Interview time with Hannes Tydén

Interview time with Hannes Tydén

How’s it going Cloudettes and Clouders?

We’ve been working on a few background things these last few days, so unfortunately we don’t have any spectacular new functions to present you. But hold tight to your mice, trackpads, trackballs and other interactive devices as we’re preparing a major release in 2 weeks!

While you’re waiting for the next SoundCloud bonanza we’d like to present you a new installment of our popular “Interview Time” series. This month, super-skilled programmer Hannes Tydén switches off his browser tabs for a few minutes and tells us a bit more about the real life up in the Cloud:

  • Välkommen Hannes! Glad you could find the time between your intense coding sessions to introduce yourself! Could you tell us how you fell in love with computers and how you ended up moving to Berlin to work on SoundCloud?

I’ve been interested in technology as long as I can remember, and played my fair share of video and computer games since the age of seven. I remember trying to program my Commodore 64, without any success. But the interest in programming started growing in high school. I studied natural science and got a programmable calculator. I programmed it to solve all the physics and chemistry formulas, so I didn’t have to keep them in my head. Of course this made me learn the formulas by heart, but it was fun trying to beat the system.

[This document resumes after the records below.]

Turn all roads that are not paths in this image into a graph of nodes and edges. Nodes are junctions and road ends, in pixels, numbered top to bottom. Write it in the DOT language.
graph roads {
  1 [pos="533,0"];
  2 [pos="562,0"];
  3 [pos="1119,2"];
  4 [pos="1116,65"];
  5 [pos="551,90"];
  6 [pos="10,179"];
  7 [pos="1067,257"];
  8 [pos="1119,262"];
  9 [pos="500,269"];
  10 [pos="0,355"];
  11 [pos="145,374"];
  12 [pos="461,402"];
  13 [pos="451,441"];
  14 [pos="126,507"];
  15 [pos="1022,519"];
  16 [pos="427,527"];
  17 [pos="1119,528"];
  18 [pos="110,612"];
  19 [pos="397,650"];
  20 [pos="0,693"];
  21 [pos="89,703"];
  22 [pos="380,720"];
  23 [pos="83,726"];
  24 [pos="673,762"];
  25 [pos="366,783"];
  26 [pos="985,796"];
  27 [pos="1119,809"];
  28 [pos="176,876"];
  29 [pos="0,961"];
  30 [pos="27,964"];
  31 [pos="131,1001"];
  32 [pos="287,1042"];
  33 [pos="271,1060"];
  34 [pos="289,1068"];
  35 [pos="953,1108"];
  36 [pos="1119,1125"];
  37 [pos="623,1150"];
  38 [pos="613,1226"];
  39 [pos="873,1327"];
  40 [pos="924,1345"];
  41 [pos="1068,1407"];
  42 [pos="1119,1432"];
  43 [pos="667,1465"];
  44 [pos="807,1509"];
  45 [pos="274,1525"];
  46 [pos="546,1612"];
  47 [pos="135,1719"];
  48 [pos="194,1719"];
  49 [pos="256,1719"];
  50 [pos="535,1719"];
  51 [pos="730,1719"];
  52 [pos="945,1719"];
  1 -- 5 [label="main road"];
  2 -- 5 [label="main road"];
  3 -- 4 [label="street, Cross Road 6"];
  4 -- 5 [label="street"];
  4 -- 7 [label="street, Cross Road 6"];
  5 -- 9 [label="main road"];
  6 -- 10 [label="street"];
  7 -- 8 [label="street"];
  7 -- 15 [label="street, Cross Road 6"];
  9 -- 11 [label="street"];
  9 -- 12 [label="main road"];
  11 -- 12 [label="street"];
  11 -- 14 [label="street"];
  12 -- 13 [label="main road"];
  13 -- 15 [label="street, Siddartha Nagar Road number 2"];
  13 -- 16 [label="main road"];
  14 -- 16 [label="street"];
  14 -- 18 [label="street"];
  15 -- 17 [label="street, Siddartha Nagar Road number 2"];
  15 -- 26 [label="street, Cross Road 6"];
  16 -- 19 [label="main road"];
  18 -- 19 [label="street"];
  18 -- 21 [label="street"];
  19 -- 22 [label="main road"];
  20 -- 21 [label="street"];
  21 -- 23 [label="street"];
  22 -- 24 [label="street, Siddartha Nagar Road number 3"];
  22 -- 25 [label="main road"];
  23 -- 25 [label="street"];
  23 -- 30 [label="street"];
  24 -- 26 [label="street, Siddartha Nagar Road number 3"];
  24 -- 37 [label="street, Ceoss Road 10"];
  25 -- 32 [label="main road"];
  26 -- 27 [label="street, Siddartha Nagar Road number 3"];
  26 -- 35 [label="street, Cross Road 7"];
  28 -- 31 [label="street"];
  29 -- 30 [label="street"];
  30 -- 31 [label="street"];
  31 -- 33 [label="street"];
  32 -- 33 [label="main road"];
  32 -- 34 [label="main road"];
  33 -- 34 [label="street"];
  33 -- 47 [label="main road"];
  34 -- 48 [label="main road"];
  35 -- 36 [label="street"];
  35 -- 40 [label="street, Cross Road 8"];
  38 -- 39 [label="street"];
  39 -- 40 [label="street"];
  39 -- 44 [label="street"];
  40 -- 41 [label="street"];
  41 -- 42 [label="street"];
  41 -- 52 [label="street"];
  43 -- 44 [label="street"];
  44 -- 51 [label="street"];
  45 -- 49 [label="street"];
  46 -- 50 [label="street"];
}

A year later my mother bought a computer and I started playing around with Photoshop. Another year passed and we got an Internet connection, then I started coding my own personal websites, mostly about the bands I listened to back then. After a while I noticed that I was more interested in designing and coding the websites than in the actual content. It was more fun to build the tree house than to sit in it.

After graduating from high school, Eric, whom I got to know during high school, gave me a tip about an open position at SyncMediaCom, a small web agency in Stockholm, so I applied for a the job and got it. By then I was interested in industrial and graphic design and I started out doing some design work and front end development, but as the company grew I found myself doing less design and more development. This was when I realized that I’d rather work as a programmer than as a designer.

I knew I wanted to get a degree, and in 2002 I started studying computer science at the Royal Institute of Technology in Stockholm. After a trip to Berlin in 2005 I decided to move here and in September 2006 I began to study at Technische Universität Berlin as an exchange student.

During the spring of 2007 Eric contacted me and asked me if I wanted to write my master thesis for SoundCloud and now, one year later, it’s still not finished…

  • Haha, so Eric tricked you into working for SoundCloud without really mentioning it. But I guess there must have been something about the platform that appealed to you?

At first I thought I would just write my thesis for SoundCloud, but as time passed I understood that there was so much more to do and also that SoundCloud really can make an impact on how musicians work, collaborate and promote their creations. This was the first time I felt that what I did actually could make a difference to other people.

Another great thing with SoundCloud is the focus on quality and functionality, in both the big and small. There is room for being creative and at the same time the technological level is higher than I’ve ever experienced. The best of two worlds.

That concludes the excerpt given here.